Mario Platero, Il Sole 24 Ore 18/7/2014, 18 luglio 2014
L’AMERICA NON RIESCE A RISPONDERE AL NUOVO DISORDINE INTERNAZIONALE
NEW YORK. Dal nostro corrispondente
Improvvisamente, dopo una nuova sfilza di sanzioni, annunciate da Washington mercoledì notte, l’escalation: l’incidente nei cieli dell’Ucraina orientale, l’aereo malese precipitato con 298 persone a bordo, diventa il simbolo drammatico di una situazione che non è più sostenibile. Non si può giustificare che la Russia continui a "giocare" con la situazione ucraina ora annunciando marce indietro ora rivendicando i diritti dei ribelli che, secondo un documento di mercoledì del dipartimento di Stato, ricevono aiuti materiali e forniture militari da Mosca. Ne si può più giustificare che l’America proceda con delle sanzioni che in ultima analisi, nonostante l’amministrazione Obama affermi il contrario, lasciano il tempo che trovano e anzi finiscono con il danneggiare entità economiche occidentali senza raggiungere gli obiettivi voluti con la Russia.
Abbiamo appreso che l’aereo malese è stato abbattuto da un missile della contraerea dei ribelli come afferma il presidente ucraino Porshenko.
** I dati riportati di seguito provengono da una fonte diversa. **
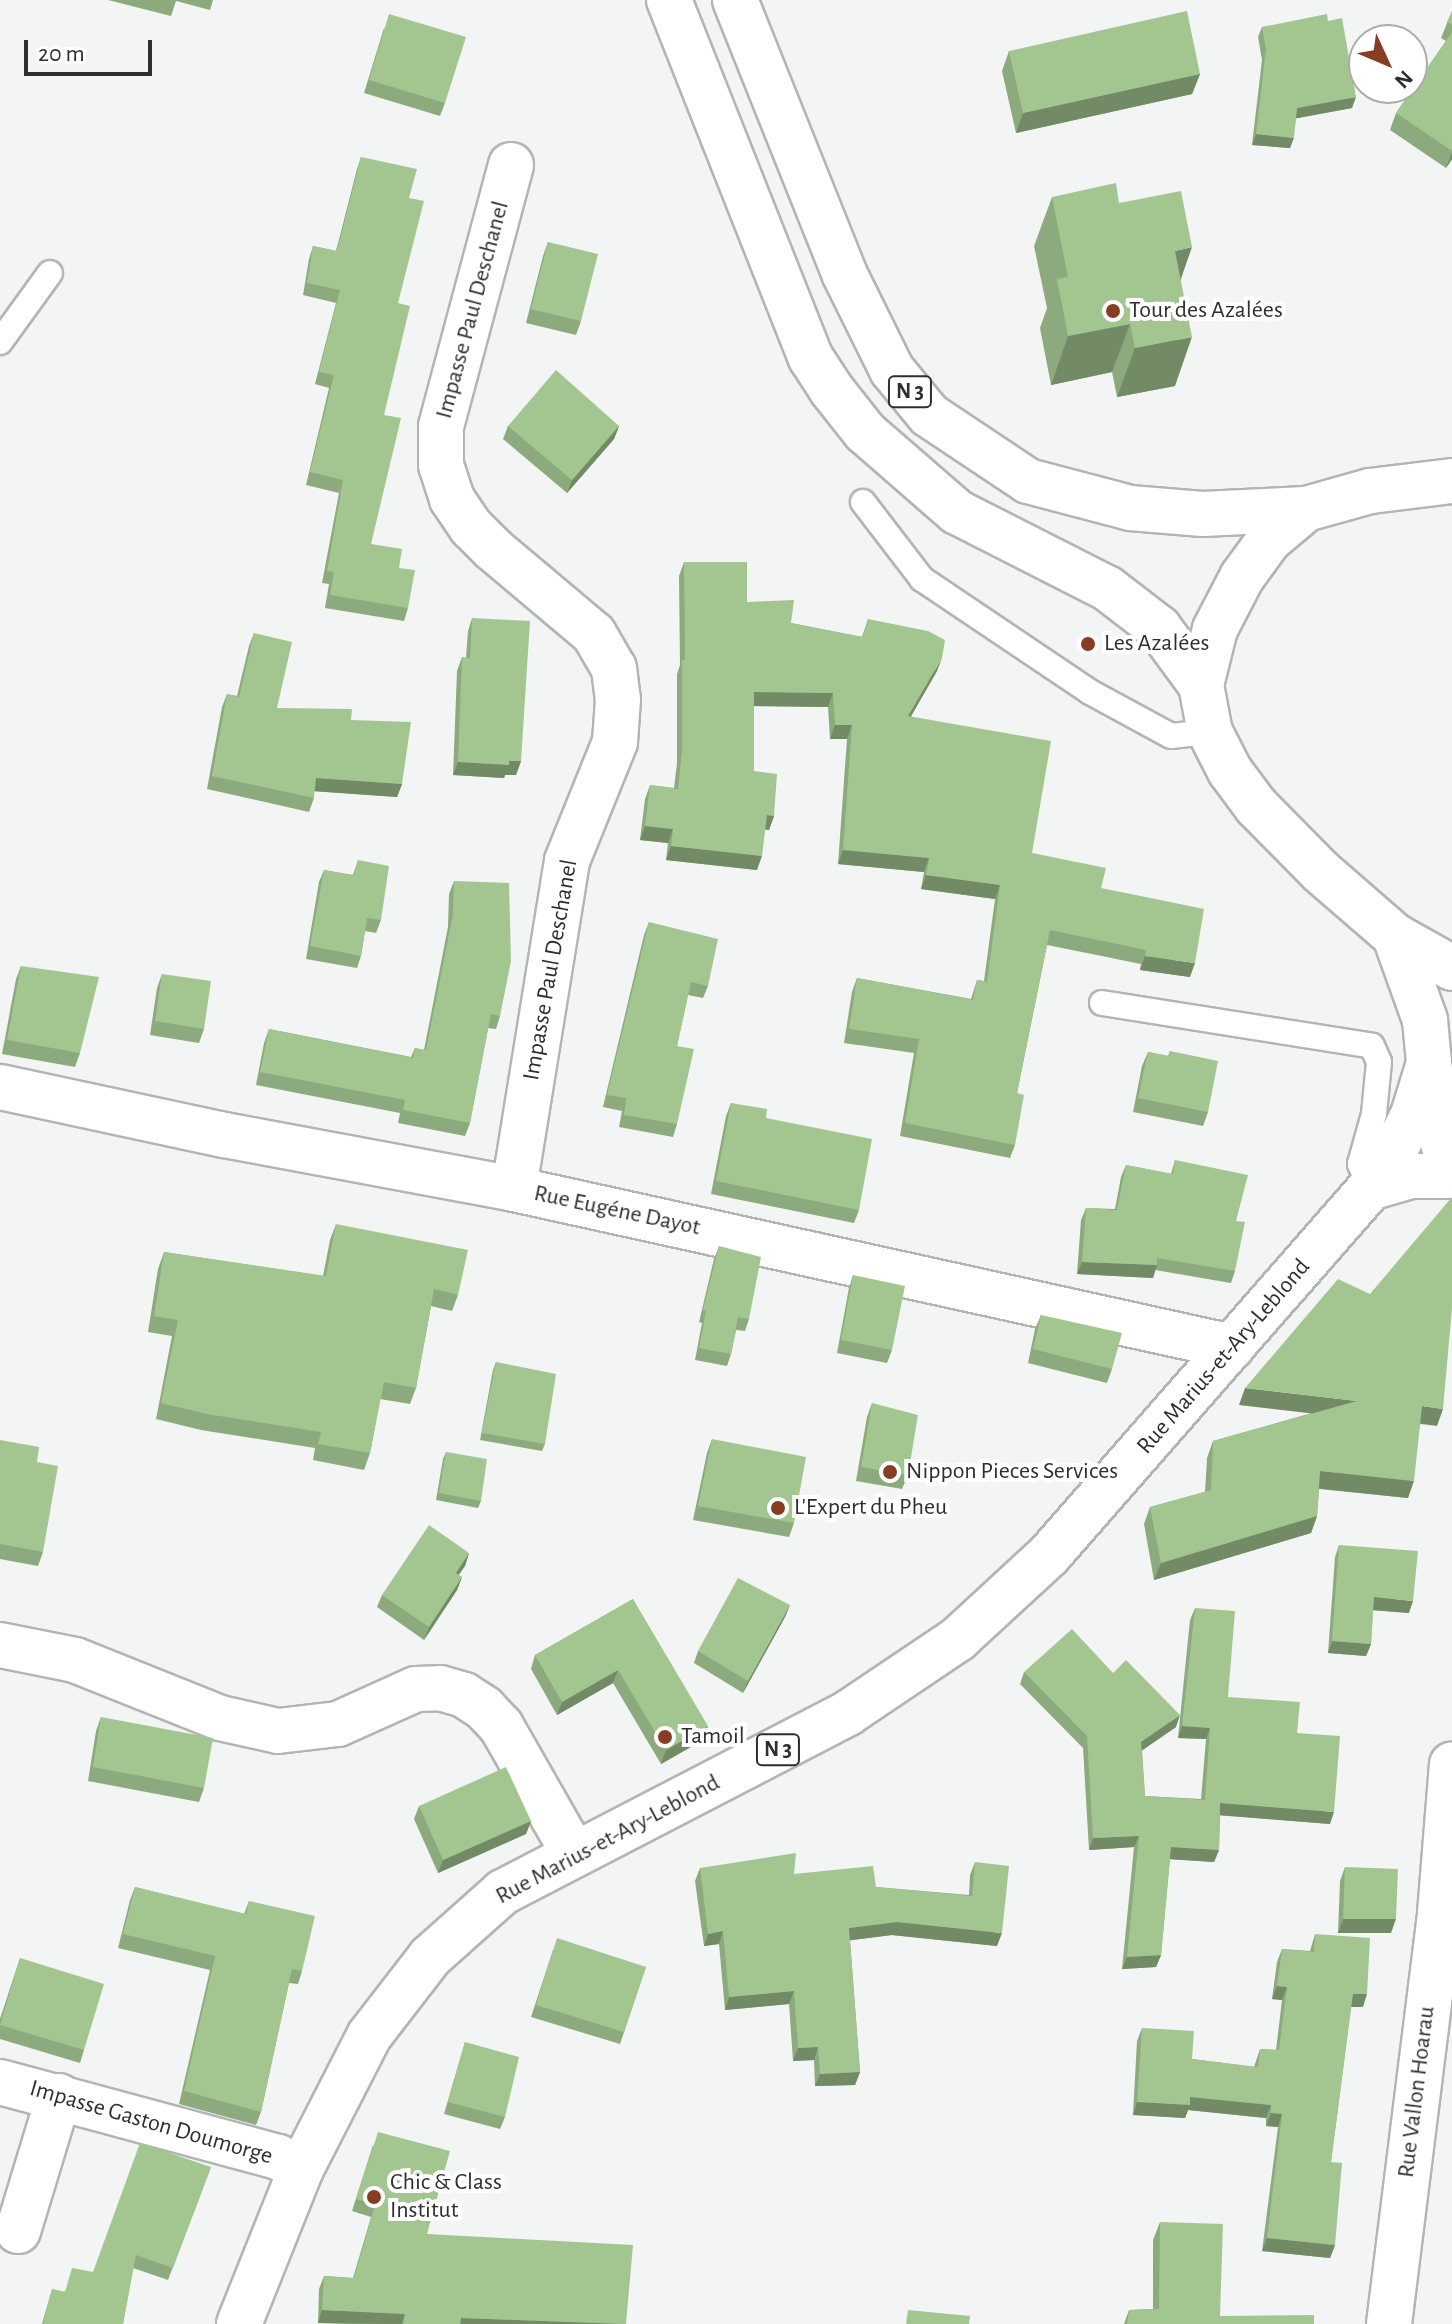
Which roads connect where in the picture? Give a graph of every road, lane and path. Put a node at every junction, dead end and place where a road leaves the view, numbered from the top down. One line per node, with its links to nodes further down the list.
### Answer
1 (669, 0): 9 (main road, N 3)
2 (735, 0): 8 (main road, N 3)
3 (511, 165): 18 (main road, Impasse Paul Deschanel)
4 (50, 273): 5 (lane)
5 (0, 342)
6 (1452, 481): 8 (main road, N 3)
7 (863, 502): 10 (lane)
8 (1306, 509): 9 (main road, N 3)
9 (1201, 685): 10 (main road, N 3)
10 (1210, 732): 11 (main road, N 3)
11 (1395, 936): 12 (main road, N 3); 14 (main road, Rue Marius-et-Ary-Leblond / N 3)
12 (1452, 968)
13 (1102, 1003): 17 (lane)
14 (1429, 1063): 16 (main road); 17 (main road, Rue Marius-et-Ary-Leblond / N 3)
15 (0, 1087): 18 (main road, Rue Eugéne Dayot)
16 (1452, 1174): 17 (main road)
17 (1370, 1188): 19 (main road, Rue Marius-et-Ary-Leblond / N 3)
18 (514, 1189): 19 (main road, Rue Eugéne Dayot)
19 (1232, 1347): 22 (main road, Rue Marius-et-Ary-Leblond / N 3)
20 (0, 1645): 22 (main road)
21 (1452, 1764): 23 (main road, Rue Vallon Hoarau)
22 (574, 1854): 26 (main road, Rue Marius-et-Ary-Leblond / N 3)
23 (1446, 1913): 29 (main road, Rue Vallon Hoarau)
24 (0, 2082): 25 (main road, Impasse Gaston Doumorge)
25 (59, 2096): 26 (main road, Impasse Gaston Doumorge); 27 (main road)
26 (301, 2169): 28 (main road, Rue Marius-et-Ary-Leblond / N 3)
27 (18, 2231)
28 (239, 2324)
29 (1389, 2324)

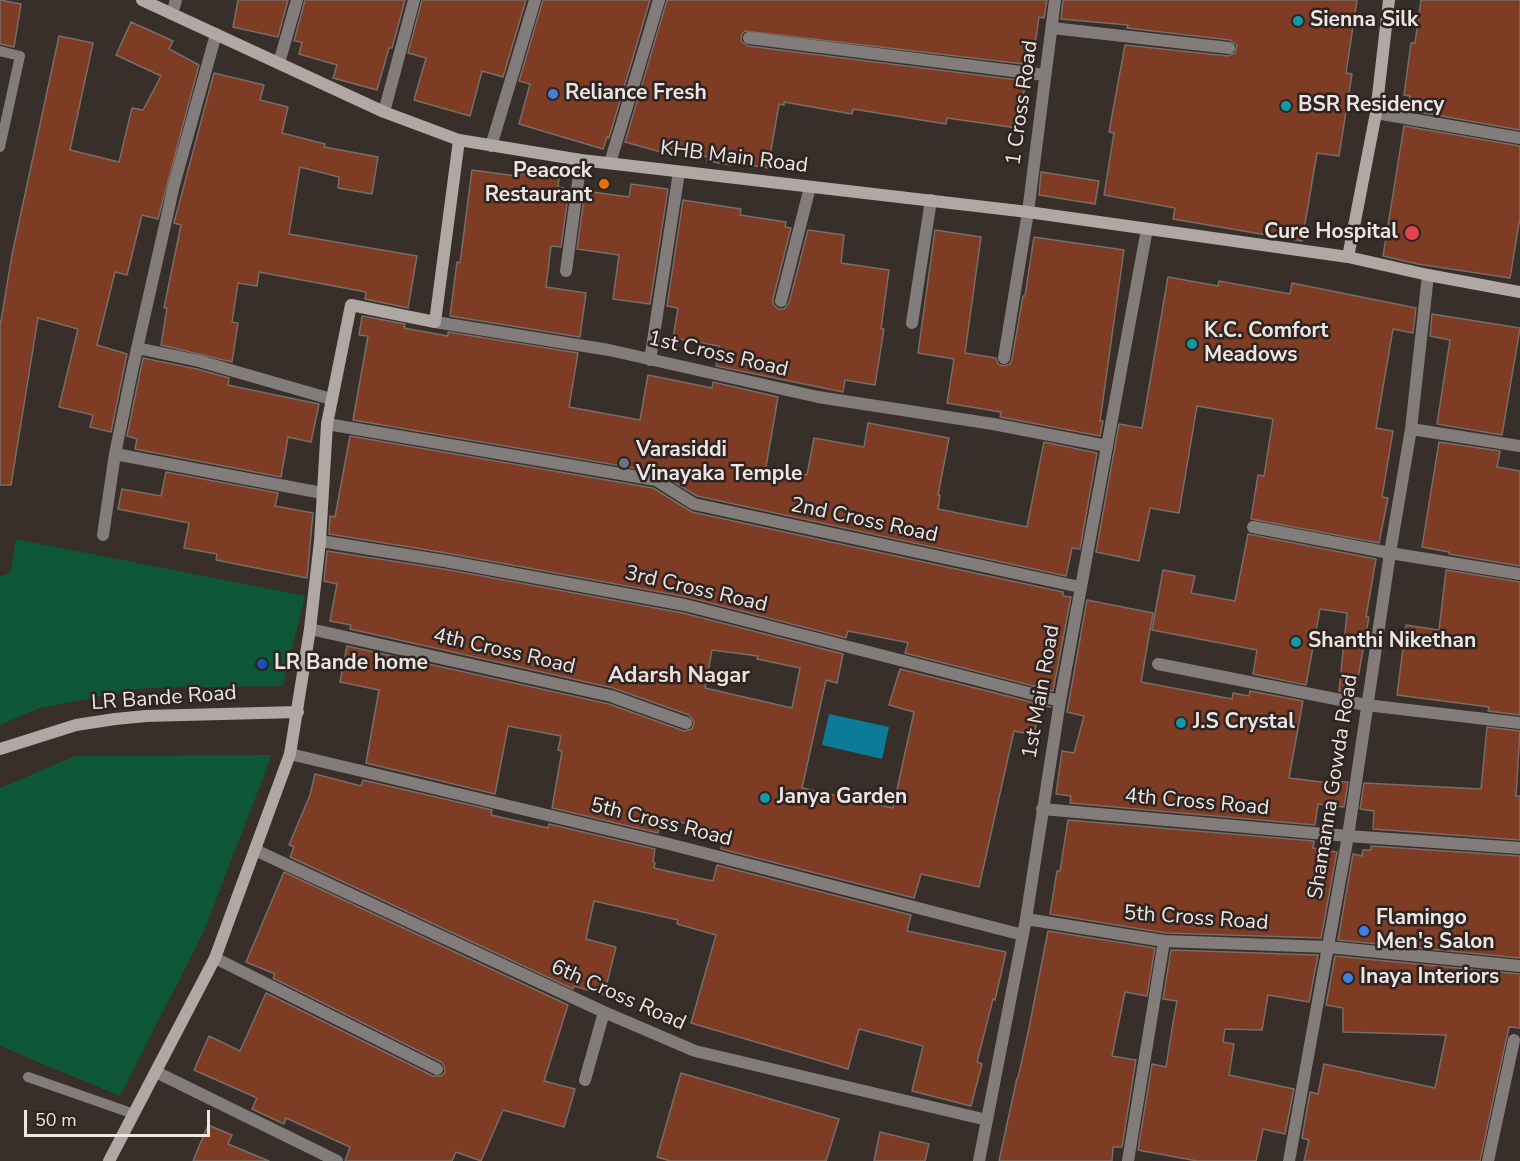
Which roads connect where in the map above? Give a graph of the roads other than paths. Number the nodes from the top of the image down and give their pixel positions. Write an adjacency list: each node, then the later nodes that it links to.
1 (142, 0): 9 (street, KHB Main Road)
2 (176, 0): 9 (street)
3 (297, 0): 15 (street)
4 (414, 0): 17 (street)
5 (535, 0): 21 (street)
6 (659, 0): 24 (street)
7 (1055, 0): 10 (street, 1 Cross Road)
8 (1389, 0): 18 (street)
9 (172, 14): 11 (street, KHB Main Road)
10 (1052, 28): 13 (street); 16 (street, 1 Cross Road)
11 (216, 34): 15 (street, KHB Main Road); 37 (street)
12 (749, 38): 16 (street)
13 (1229, 48)
14 (0, 51): 22 (lane)
15 (279, 63): 17 (street, KHB Main Road)
16 (1046, 75): 28 (street, 1 Cross Road)
17 (384, 112): 20 (street, KHB Main Road)
18 (1376, 113): 19 (street); 30 (street)
19 (1520, 138)
20 (459, 140): 21 (street, KHB Main Road); 35 (street)
21 (492, 146): 23 (street, KHB Main Road)
22 (0, 147)
23 (581, 160): 24 (street, KHB Main Road); 31 (street)
24 (610, 163): 25 (street, KHB Main Road)
25 (679, 172): 26 (street, KHB Main Road); 39 (street)
26 (810, 187): 27 (street, KHB Main Road); 34 (street)
27 (930, 200): 28 (street, KHB Main Road); 36 (street)
28 (1028, 212): 29 (street, KHB Main Road); 38 (street, 1 Cross Road)
29 (1146, 229): 30 (street, KHB Main Road); 43 (street, 1st Main Road)
30 (1348, 257): 32 (street, KHB Main Road)
31 (566, 271)
32 (1428, 275): 33 (street, KHB Main Road); 42 (street, Shamanna Gowda Road)
33 (1520, 292)
34 (781, 301)
35 (435, 322): 39 (street, 1st Cross Road); 40 (street)
36 (912, 323)
37 (137, 348): 40 (street); 45 (street)
38 (1004, 358)
39 (650, 360): 43 (street, 1st Cross Road)
40 (331, 399): 41 (street)
41 (327, 424): 46 (street); 52 (street, 2nd Cross Road)
42 (1411, 429): 44 (street); 50 (street, Shamanna Gowda Road)
43 (1107, 446): 52 (street, 1st Main Road)
44 (1520, 446)
45 (115, 454): 46 (street); 48 (street)
46 (322, 493): 49 (street)
47 (1253, 527): 50 (street)
48 (103, 535)
49 (320, 541): 53 (street); 55 (street, 3rd Cross Road)
50 (1390, 553): 51 (street); 56 (street, Shamanna Gowda Road)
51 (1520, 574)
52 (1080, 587): 55 (street, 1st Main Road)
53 (310, 629): 57 (street); 58 (street, 4th Cross Road)
54 (1158, 663): 56 (street)
55 (1060, 701): 62 (street, 1st Main Road)
56 (1366, 705): 59 (street); 63 (street, Shamanna Gowda Road)
57 (298, 712): 60 (street, LR Bande Road); 61 (street)
58 (686, 723)
59 (1520, 723)
60 (0, 750)
61 (290, 754): 65 (street); 67 (street, 5th Cross Road)
62 (1042, 809): 63 (street, 4th Cross Road); 66 (street, 1st Main Road)
63 (1348, 836): 64 (street, 4th Cross Road); 69 (street, Shamanna Gowda Road)
64 (1520, 848)
65 (255, 850): 70 (street); 72 (street, 6th Cross Road)
66 (1026, 919): 67 (street, 1st Main Road); 68 (street, 5th Cross Road)
67 (1023, 935): 79 (street, 1st Main Road)
68 (1164, 941): 69 (street, 5th Cross Road); 83 (street)
69 (1328, 947): 71 (street, 5th Cross Road); 84 (street, Shamanna Gowda Road)
70 (215, 958): 74 (street); 75 (street)
71 (1520, 966)
72 (604, 1012): 77 (street); 79 (street, 6th Cross Road)
73 (1514, 1040): 85 (street)
74 (437, 1069)
75 (156, 1072): 78 (street); 81 (street)
76 (28, 1077): 78 (lane)
77 (585, 1080)
78 (134, 1114): 80 (street)
79 (987, 1120): 82 (street, 1st Main Road)
80 (109, 1161)
81 (337, 1161)
82 (979, 1161)
83 (1128, 1161)
84 (1289, 1161)
85 (1488, 1161)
Di certo, quando l’opinione pubblica, giusto o sbagliato che sia, individua nell’incidente una conseguenza del conflitto (e l’errore potrebbe anche essere stato dell’artiglieria ucraina) si varca una soglia che non si sarebbe mai dovuta superare.
Vladimir Putin e Barack Obama si sono parlati brevemente ieri e dalle dichiarazioni dei due leader dobbiamo concludere che ci sono tre livelli diversi intorno alla crisi ucraina. Il primo è che in Europa orientale - come in Siria e Iraq o in Pakistan e Afghanistan o a Gaza - si combatte per chiudere un periodo di governance mondiale dominato dagli Stati Uniti d’America fin dalla fine della Guerra Fredda e per aprirne un altro non ancora definito. Questo lo ha detto senza mezzi termini lo stesso Putin quando mercoledì ha risposto alle nuove sanzioni americane con un contrattacco retorico: «In generale - ha detto Putin - coloro che pianificano la politica estera americana - e non solo ora ma negli ultimi 10-15 anni - conducono secondo me una politica estera molto aggressiva e secondo me non professionale». Non potrebbe esserci una dichiarazione di intenti più chiara per decretare che secondo Mosca l’ordine americano ha fatto il suo tempo. E sul piano dell’immagine simbolica il contrappunto lo troviamo nella foto dell’altro giorno in Brasile che mostrava i quattro ospiti di Dilma Rousseff, il presidente brasiliano, al vertice dei Brics: il presidente russo Vladimir Putin, quello indiano Narandra Modi, quello cinese Xi Jinping e quello sudafricano Jacob Zuma in cerchio cone le mani riunite per celebrare il lancio di una nuova banca per lo sviluppo che avrà sede a Shanghai. Si trattava chiaramente di una immagine di sfida all’America e all’Occidente in genere. Questo processo di riorganizzazione della governance mondiale è in corso e non si risolverà in tempi brevi, ma ripropone una situazione da Guerra Fredda pur con parametri diversi (basti pensare alla Rousseff che ha cancellato una cena di Stato a Washington).
Il secondo livello è quello ucraino ed è urgente. Soprattutto dopo l’incidente di ieri. Putin dice che il problema va risolto insieme. I due leader si sono parlati ma le posizioni restano distanti. E non c’è dubbio che in base alla vecchia governance Washington abbia ragione quando accusa Mosca di fomentare la rivolta e di incoraggiare un movimento separatista che opera fuori dalla legalità internazionale. Ma l’ordine sta cambiando. Che i due leader si incontrino dunque per arrivare a una soluzione negoziata ed equa.
E arriviamo alle sanzioni. Quelle di mercoledì sono pesanti, l’indice di borsa russo Micex ha perso il 2,5%. Forse le misure contro il gruppo Rosneft, il grande produttore di greggio controllato dallo Stato, Gazprombank, la divisione finanziaria del colosso Gazprom; Novatek, un altro gruppo produttore di gas naturale, e Vnesheconombank, la banca statale per lo sviluppo economico hanno lasciato un segno. Ma si tratta di una reazione a caldo. Queste istituzioni non avranno problemi a finanziarsi in Cina o su altri mercati le cui banche non hanno uffici negli Stati Uniti. Proprio ieri a New York istituzioni finanziarie europee cercavano di capire le conseguenze delle sanzioni. La conclusione? Nel medio termine le aziende russe non soffriranno, ma il business con loro molto profittevole, andrà ad altri.